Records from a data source
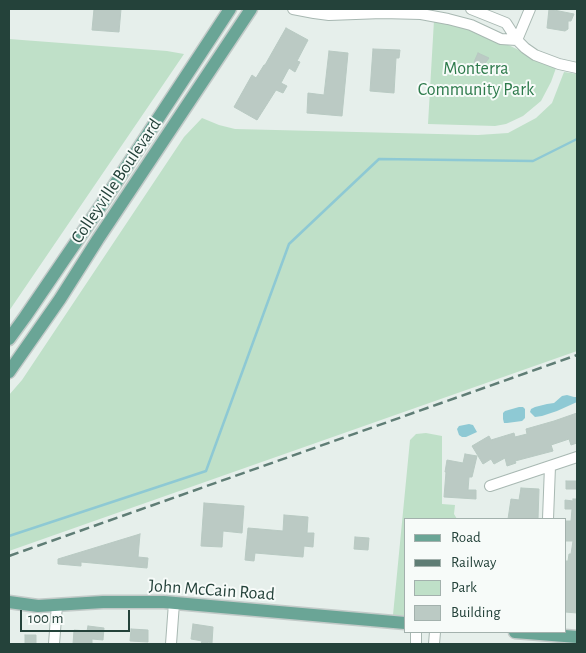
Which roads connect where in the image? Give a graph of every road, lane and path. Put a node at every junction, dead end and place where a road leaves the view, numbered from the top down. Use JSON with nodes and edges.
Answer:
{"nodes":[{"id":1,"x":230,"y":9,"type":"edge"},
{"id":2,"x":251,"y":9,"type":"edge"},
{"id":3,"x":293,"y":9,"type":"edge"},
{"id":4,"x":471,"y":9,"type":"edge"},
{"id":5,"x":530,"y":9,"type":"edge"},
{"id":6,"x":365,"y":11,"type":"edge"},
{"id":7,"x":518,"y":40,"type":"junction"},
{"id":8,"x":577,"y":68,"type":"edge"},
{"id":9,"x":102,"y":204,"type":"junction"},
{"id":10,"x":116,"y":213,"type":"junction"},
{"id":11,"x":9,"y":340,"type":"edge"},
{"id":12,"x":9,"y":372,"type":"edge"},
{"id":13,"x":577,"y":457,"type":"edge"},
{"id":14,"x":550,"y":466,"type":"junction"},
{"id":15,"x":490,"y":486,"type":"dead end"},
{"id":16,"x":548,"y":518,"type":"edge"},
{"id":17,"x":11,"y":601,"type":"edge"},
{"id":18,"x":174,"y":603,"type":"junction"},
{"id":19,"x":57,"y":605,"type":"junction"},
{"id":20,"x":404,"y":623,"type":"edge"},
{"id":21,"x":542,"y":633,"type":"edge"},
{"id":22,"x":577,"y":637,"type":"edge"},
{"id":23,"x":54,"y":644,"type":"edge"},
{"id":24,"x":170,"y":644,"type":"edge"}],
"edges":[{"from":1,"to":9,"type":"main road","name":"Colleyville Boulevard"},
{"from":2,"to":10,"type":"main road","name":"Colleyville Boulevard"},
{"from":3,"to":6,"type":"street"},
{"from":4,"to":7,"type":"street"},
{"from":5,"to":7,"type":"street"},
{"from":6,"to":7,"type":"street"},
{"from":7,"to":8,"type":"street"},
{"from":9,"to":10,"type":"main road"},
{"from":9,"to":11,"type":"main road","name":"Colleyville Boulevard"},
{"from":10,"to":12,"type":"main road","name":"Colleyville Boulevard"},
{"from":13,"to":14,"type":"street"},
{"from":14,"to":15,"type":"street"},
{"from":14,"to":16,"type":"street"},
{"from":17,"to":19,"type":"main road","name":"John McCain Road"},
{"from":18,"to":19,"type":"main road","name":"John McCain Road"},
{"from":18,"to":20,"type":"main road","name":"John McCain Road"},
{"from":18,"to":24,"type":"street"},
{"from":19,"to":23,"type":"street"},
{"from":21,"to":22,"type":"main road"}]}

▸ **EXERCISE PROMPT**
Repeat the records above exactly. Pictures do not belong in the copy.

▸ **ANSWER SECTION**
Which roads connect where in the image? Give a graph of every road, lane and path. Put a node at every junction, dead end and place where a road leaves the view, numbered from the top down. Use JSON with nodes and edges.
Answer:
{"nodes":[{"id":1,"x":230,"y":9,"type":"edge"},
{"id":2,"x":251,"y":9,"type":"edge"},
{"id":3,"x":293,"y":9,"type":"edge"},
{"id":4,"x":471,"y":9,"type":"edge"},
{"id":5,"x":530,"y":9,"type":"edge"},
{"id":6,"x":365,"y":11,"type":"edge"},
{"id":7,"x":518,"y":40,"type":"junction"},
{"id":8,"x":577,"y":68,"type":"edge"},
{"id":9,"x":102,"y":204,"type":"junction"},
{"id":10,"x":116,"y":213,"type":"junction"},
{"id":11,"x":9,"y":340,"type":"edge"},
{"id":12,"x":9,"y":372,"type":"edge"},
{"id":13,"x":577,"y":457,"type":"edge"},
{"id":14,"x":550,"y":466,"type":"junction"},
{"id":15,"x":490,"y":486,"type":"dead end"},
{"id":16,"x":548,"y":518,"type":"edge"},
{"id":17,"x":11,"y":601,"type":"edge"},
{"id":18,"x":174,"y":603,"type":"junction"},
{"id":19,"x":57,"y":605,"type":"junction"},
{"id":20,"x":404,"y":623,"type":"edge"},
{"id":21,"x":542,"y":633,"type":"edge"},
{"id":22,"x":577,"y":637,"type":"edge"},
{"id":23,"x":54,"y":644,"type":"edge"},
{"id":24,"x":170,"y":644,"type":"edge"}],
"edges":[{"from":1,"to":9,"type":"main road","name":"Colleyville Boulevard"},
{"from":2,"to":10,"type":"main road","name":"Colleyville Boulevard"},
{"from":3,"to":6,"type":"street"},
{"from":4,"to":7,"type":"street"},
{"from":5,"to":7,"type":"street"},
{"from":6,"to":7,"type":"street"},
{"from":7,"to":8,"type":"street"},
{"from":9,"to":10,"type":"main road"},
{"from":9,"to":11,"type":"main road","name":"Colleyville Boulevard"},
{"from":10,"to":12,"type":"main road","name":"Colleyville Boulevard"},
{"from":13,"to":14,"type":"street"},
{"from":14,"to":15,"type":"street"},
{"from":14,"to":16,"type":"street"},
{"from":17,"to":19,"type":"main road","name":"John McCain Road"},
{"from":18,"to":19,"type":"main road","name":"John McCain Road"},
{"from":18,"to":20,"type":"main road","name":"John McCain Road"},
{"from":18,"to":24,"type":"street"},
{"from":19,"to":23,"type":"street"},
{"from":21,"to":22,"type":"main road"}]}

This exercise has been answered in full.